Examining The Controversy Of Chocolate Milk

Parents, Health Advocates Weigh The Pros And Cons Of Drinking Chocolate Milk

MOUNT HOREB, Wis. - Schools across the country are getting tough on a chocolate beverage. Pressure from parents has led some schools to pull chocolate milk from its food service programs, but some experts contend that's the wrong move.

On any given day, chocolate milk is most definitely the beverage of choice at Mount Horeb Intermediate Center. Roughly 91 percent of children in the school drink chocolate milk at lunch time, according to the district's food service director, Michelle Denk. That translates into about 1,300 cartons a day. District-wide, more than 3,000 cartons of chocolate milk are consumed daily, she said.

While it's a popular beverage, chocolate has recently gotten a bad rap. In the last year, schools across the country battled with the question: Is chocolate milk good for you?

Some districts pulled chocolate milk from its menus because of concerns raised by parents and children's health advocates.

In Mount Horeb, parental pressure forced the district to temporarily pull chocolate milk from the breakfast program for grades kindergarten through second. The result was one food service leaders didn't like.

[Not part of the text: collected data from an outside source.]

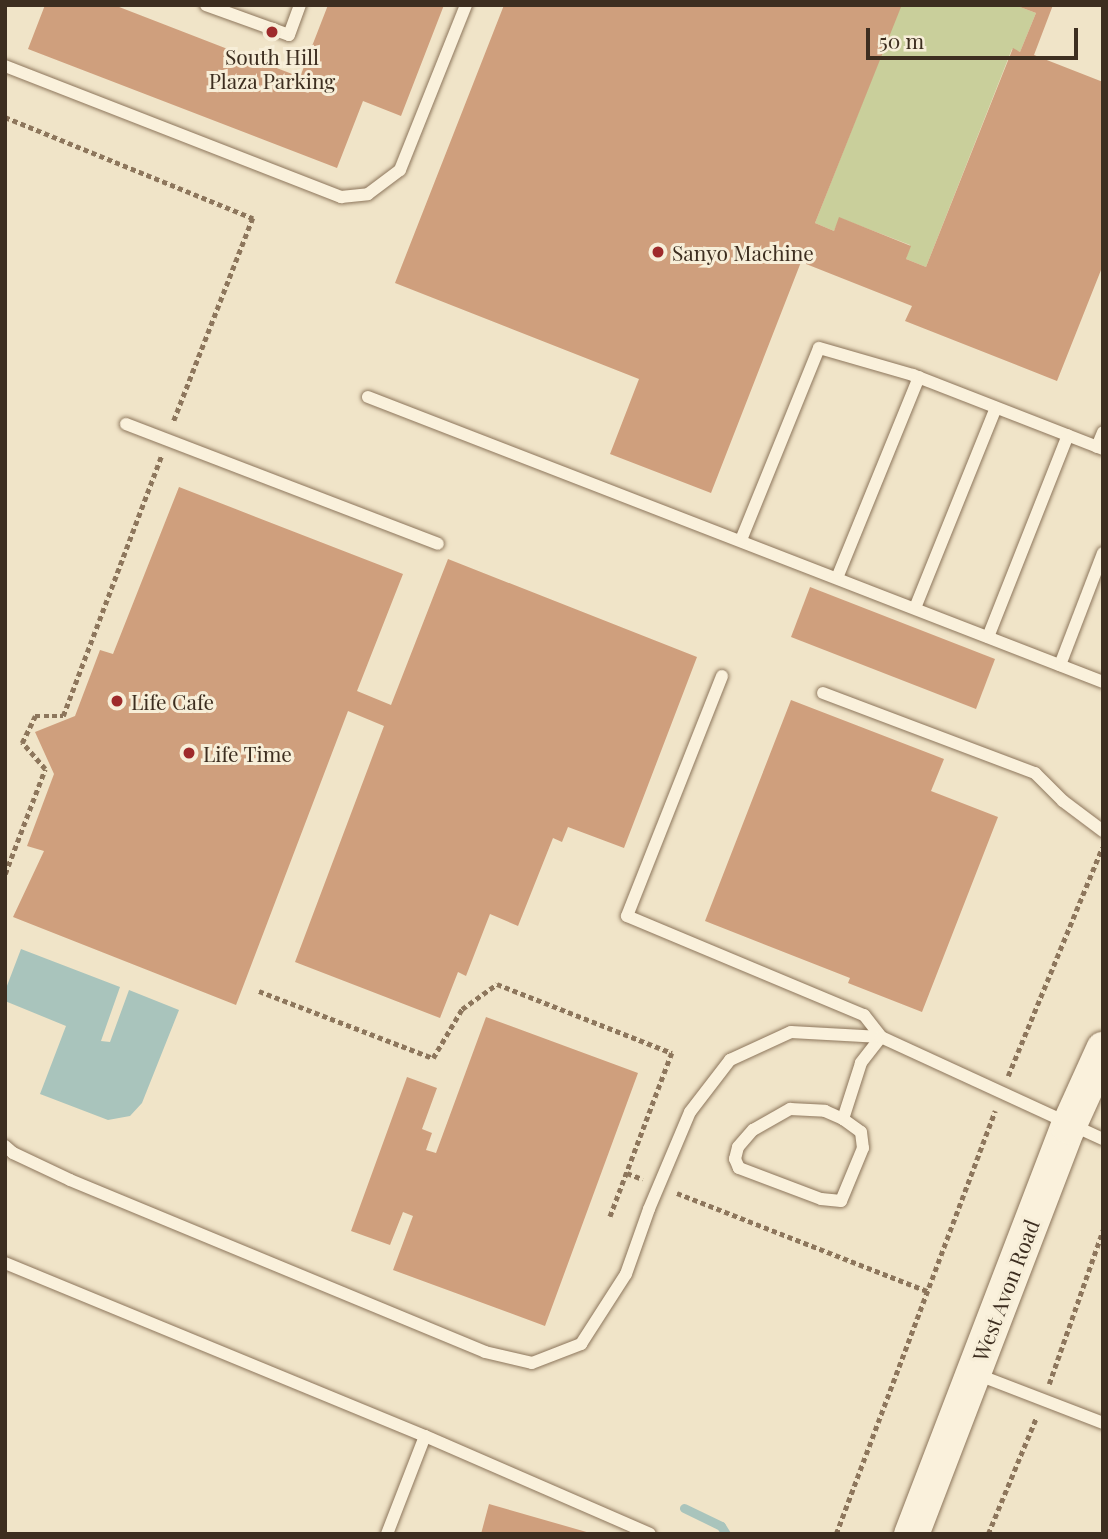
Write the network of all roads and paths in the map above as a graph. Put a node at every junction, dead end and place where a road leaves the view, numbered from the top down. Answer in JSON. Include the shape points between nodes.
{"nodes":[{"id":1,"x":206,"y":5,"type":"edge"},
{"id":2,"x":300,"y":5,"type":"edge"},
{"id":3,"x":466,"y":5,"type":"edge"},
{"id":4,"x":5,"y":66,"type":"edge"},
{"id":5,"x":5,"y":117,"type":"edge"},
{"id":6,"x":919,"y":377,"type":"junction"},
{"id":7,"x":368,"y":397,"type":"dead end"},
{"id":8,"x":996,"y":408,"type":"junction"},
{"id":9,"x":125,"y":424,"type":"dead end"},
{"id":10,"x":1103,"y":432,"type":"edge"},
{"id":11,"x":1068,"y":435,"type":"junction"},
{"id":12,"x":167,"y":439,"type":"junction"},
{"id":13,"x":1100,"y":448,"type":"edge"},
{"id":14,"x":741,"y":540,"type":"junction"},
{"id":15,"x":438,"y":544,"type":"dead end"},
{"id":16,"x":1103,"y":553,"type":"edge"},
{"id":17,"x":837,"y":578,"type":"junction"},
{"id":18,"x":915,"y":608,"type":"junction"},
{"id":19,"x":988,"y":637,"type":"junction"},
{"id":20,"x":1060,"y":665,"type":"junction"},
{"id":21,"x":722,"y":676,"type":"dead end"},
{"id":22,"x":1103,"y":682,"type":"edge"},
{"id":23,"x":823,"y":693,"type":"dead end"},
{"id":24,"x":1103,"y":831,"type":"edge"},
{"id":25,"x":1103,"y":848,"type":"edge"},
{"id":26,"x":5,"y":874,"type":"edge"},
{"id":27,"x":260,"y":990,"type":"dead end"},
{"id":28,"x":881,"y":1037,"type":"junction"},
{"id":29,"x":1103,"y":1049,"type":"edge"},
{"id":30,"x":1002,"y":1094,"type":"junction"},
{"id":31,"x":843,"y":1119,"type":"junction"},
{"id":32,"x":1069,"y":1126,"type":"junction"},
{"id":33,"x":1103,"y":1139,"type":"edge"},
{"id":34,"x":5,"y":1146,"type":"edge"},
{"id":35,"x":627,"y":1173,"type":"junction"},
{"id":36,"x":659,"y":1186,"type":"junction"},
{"id":37,"x":610,"y":1217,"type":"dead end"},
{"id":38,"x":5,"y":1263,"type":"edge"},
{"id":39,"x":929,"y":1292,"type":"junction"},
{"id":40,"x":973,"y":1373,"type":"junction"},
{"id":41,"x":1103,"y":1423,"type":"edge"},
{"id":42,"x":425,"y":1436,"type":"junction"},
{"id":43,"x":387,"y":1534,"type":"edge"},
{"id":44,"x":650,"y":1534,"type":"edge"},
{"id":45,"x":836,"y":1534,"type":"edge"},
{"id":46,"x":911,"y":1534,"type":"edge"}],
"edges":[{"from":1,"to":2,"type":"lane","via":[[289,34]]},
{"from":3,"to":4,"type":"lane","via":[[400,170],[368,194],[341,197]]},
{"from":5,"to":12,"type":"path","via":[[253,218]]},
{"from":6,"to":8,"type":"lane"},
{"from":6,"to":14,"type":"lane","via":[[819,348]]},
{"from":6,"to":17,"type":"lane"},
{"from":7,"to":14,"type":"lane"},
{"from":8,"to":11,"type":"lane"},
{"from":8,"to":18,"type":"lane"},
{"from":9,"to":12,"type":"lane"},
{"from":10,"to":13,"type":"lane"},
{"from":11,"to":13,"type":"lane"},
{"from":11,"to":19,"type":"lane"},
{"from":12,"to":15,"type":"lane"},
{"from":12,"to":26,"type":"path","via":[[63,716],[35,716],[22,743],[46,769]]},
{"from":14,"to":17,"type":"lane"},
{"from":16,"to":20,"type":"lane"},
{"from":17,"to":18,"type":"lane"},
{"from":18,"to":19,"type":"lane"},
{"from":19,"to":20,"type":"lane"},
{"from":20,"to":22,"type":"lane"},
{"from":21,"to":28,"type":"lane","via":[[627,916],[864,1015]]},
{"from":23,"to":24,"type":"lane","via":[[1035,773]]},
{"from":25,"to":30,"type":"path"},
{"from":27,"to":35,"type":"path","via":[[433,1058],[462,1009],[497,984],[672,1052]]},
{"from":28,"to":30,"type":"lane"},
{"from":28,"to":31,"type":"lane","via":[[861,1063]]},
{"from":28,"to":36,"type":"lane","via":[[791,1032],[730,1060],[690,1112]]},
{"from":29,"to":32,"type":"main road","name":"West Avon Road"},
{"from":30,"to":32,"type":"lane"},
{"from":30,"to":39,"type":"path"},
{"from":31,"to":31,"type":"lane","via":[[861,1132],[863,1148],[841,1201],[821,1199],[745,1172],[735,1159],[738,1147],[753,1130],[790,1109],[825,1111]]},
{"from":32,"to":33,"type":"lane"},
{"from":32,"to":40,"type":"main road","name":"West Avon Road"},
{"from":34,"to":36,"type":"lane","via":[[70,1181],[460,1342],[532,1363],[581,1344],[626,1274]]},
{"from":35,"to":36,"type":"path"},
{"from":35,"to":37,"type":"path"},
{"from":36,"to":39,"type":"path"},
{"from":38,"to":42,"type":"lane"},
{"from":39,"to":45,"type":"path"},
{"from":40,"to":41,"type":"lane"},
{"from":40,"to":46,"type":"main road","name":"West Avon Road"},
{"from":42,"to":43,"type":"lane"},
{"from":42,"to":44,"type":"lane"}]}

"We saw a sharp decline in some of the grades with milk," Denk said. "They're not drinking the milk at all."

Laura Wilford, a registered dietitian with the Wisconsin Milk Marketing Board, said that type of response has been seen nationwide. It is Wilford's job to promote the consumption of milk, and she believes the chocolate beverage has been unfairly targeted.

"Chocolate milk has the same exact nutrients as white milk," Wilford said. "It just has a little added sugar and about 30 extra calories so, depending on your child, and your preference, you can make that choice if you would like to."

Wilford said in the last year or so, milk producers have responded to parent concerns, and have cleaned up calories and sugar content in the embattled beverage. Dean Foods, for example, recently released TruMoo -- a chocolate milk blend with no high fructose corn syrup. The fat-free version has about 20 fewer calories than its 1 percent chocolate milk.

Wilford said that milk, even with chocolate, is getting kids the nutrients they need -- that they might otherwise not get.

"They're more likely to drink milk, they're less likely to drink other sweetened beverages," Wilford said. "And they're getting the same nutrients as white milk. It is a good choice if your child can afford those calories."

So, is chocolate milk healthy? If your children won't drink regular milk, experts say yes.

"It has a little less calories than juice would have, and it also has protein, calcium, and vitamin D," Denk said. "So it's a very nutritious beverage as well as a nutritious snack. I feel like it's a nutritious substitute."

Substitute is the key word. Experts, including dietitians with no connection to the Wisconsin Milk Marketing Board, said chocolate milk is indeed a great substitute for chocolate milk, but add that regular, white milk would be best -- that is, if your kids will drink it.

The Wisconsin Milk Marketing Board was recently publicly criticized for claims it made about milk's health benefits. The Wisconsin Center for Investigative Journalism questioned the research behind claims the WMMB posted on its website. Specifically, the journalists challenged the milk board's claims that three servings of low-fat dairy a day helped with weight loss. Last month, the WMMB removed the claim but the board still maintains that dairy should be a part of a health diet.

The sweet beverage is also getting attention among athletes.

Some coaches and strength experts have started offering low-fat chocolate milk to athletes as a recovery drink. The University of Wisconsin's John Dettman -- a strength coach for the Badgers -- said the athletic department has been giving the chocolate drink to athletes for years.

"If you can get past the idea that there's a lot of sugar in chocolate milk -- and there is -- but it's necessary in recovery," Dettmann said. "You need simple sugars to recover from an exercise in that short, 30-minute window following that activity."